Grown-Up Teeth

I spent a good deal of the last year in pain, stuck in bed, unable to move. I eventually had to relearn to do things that I used to take for granted. In all this, it occurred to me that I tend to focus on and talk an awful lot about myself. Sometimes I even go into interview mode when merely having a conversation with someone. It’s not pretty. So in an attempt to let you in on my thought process surrounding the songs of AAOM without having to vomit in your ear all day, I’ve devised a handful of ways to let others speak for me;

1. While working on this EP, five films kept coming up for me. They all seemed to be pointing in the same direction, saying something about what these songs are about at their core. The complete list is buried somewhere on my website. Feel free to go there and hunt them down and watch them.

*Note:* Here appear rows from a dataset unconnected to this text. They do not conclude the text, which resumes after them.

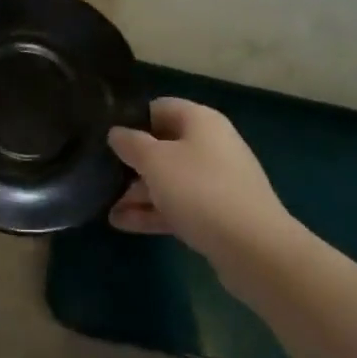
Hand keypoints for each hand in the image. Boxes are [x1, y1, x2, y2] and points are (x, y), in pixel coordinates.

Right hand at [108, 99, 292, 264]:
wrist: (255, 249)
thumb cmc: (200, 190)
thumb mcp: (155, 161)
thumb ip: (131, 143)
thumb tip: (116, 132)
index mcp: (201, 121)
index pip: (159, 108)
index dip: (131, 119)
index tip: (105, 137)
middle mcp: (211, 145)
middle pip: (164, 146)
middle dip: (132, 162)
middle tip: (101, 175)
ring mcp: (217, 181)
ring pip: (170, 180)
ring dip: (139, 192)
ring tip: (106, 206)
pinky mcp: (219, 214)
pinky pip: (179, 205)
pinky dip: (154, 212)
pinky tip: (123, 224)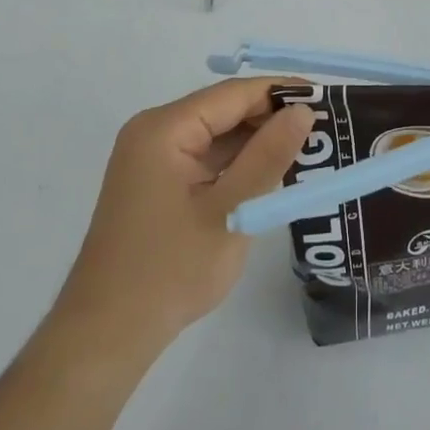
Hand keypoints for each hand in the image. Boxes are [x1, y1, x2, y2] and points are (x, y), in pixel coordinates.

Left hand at [53, 80, 313, 351]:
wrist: (105, 336)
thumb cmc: (168, 272)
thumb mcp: (230, 212)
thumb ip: (267, 157)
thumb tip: (302, 111)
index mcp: (164, 129)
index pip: (233, 95)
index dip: (280, 92)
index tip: (325, 99)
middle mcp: (154, 132)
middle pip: (223, 110)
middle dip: (271, 118)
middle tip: (323, 129)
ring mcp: (152, 158)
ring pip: (216, 135)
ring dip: (256, 142)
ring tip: (308, 149)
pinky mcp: (156, 182)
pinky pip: (205, 157)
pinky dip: (237, 163)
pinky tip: (271, 173)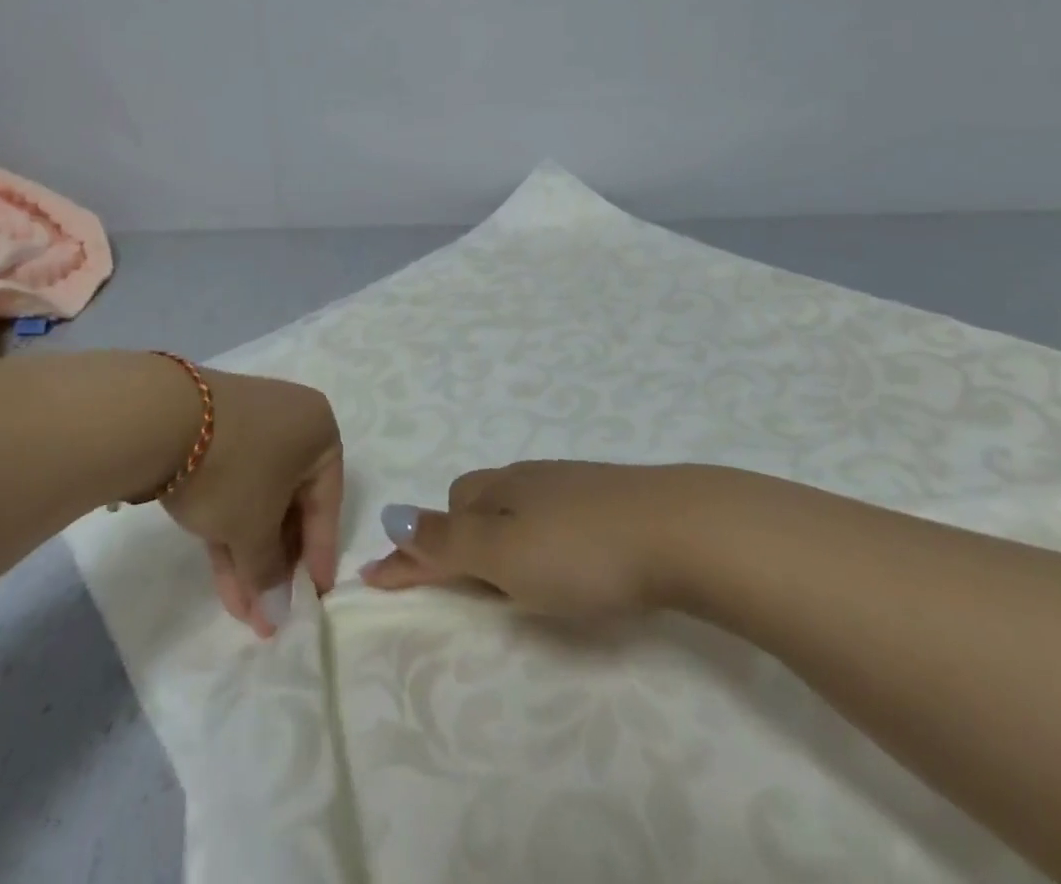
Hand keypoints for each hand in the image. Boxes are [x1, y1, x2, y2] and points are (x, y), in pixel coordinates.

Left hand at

2. Inspiration comes from many sources. For me, it tends to start with other songs I dig. I cannot help but compare every song I write to other songs I think they sound like or remind me of. It’s a fucking curse. I’ve collected a handful of songs that contain within them the building blocks of what eventually became AAOM and put together a playlist (more on that in a bit). Could be anything from the sound of the guitars, to the words being said, the overall feeling of the music, or a cosmic connection I still can’t fully articulate. Sometimes it was obvious as I was writing, but more often than not it happened a year or so down the road.

3. Books. After several attempts at college, I still have never completed a degree. So most of my learning has come from the books I ingest. And everything from the subject matter to the sound of the title has found its way into my work over the years. I make no secret of the fact that I borrowed the title of AAOM from Oliver Sacks’ fantastic book. I read it somewhere in the ’00s and the chapter on Temple Grandin really connected with me. As pertains to this particular collection of songs, however, the entirety of the book (not just that chapter) best represents the feeling of what I was trying to articulate. I highly suggest you read it.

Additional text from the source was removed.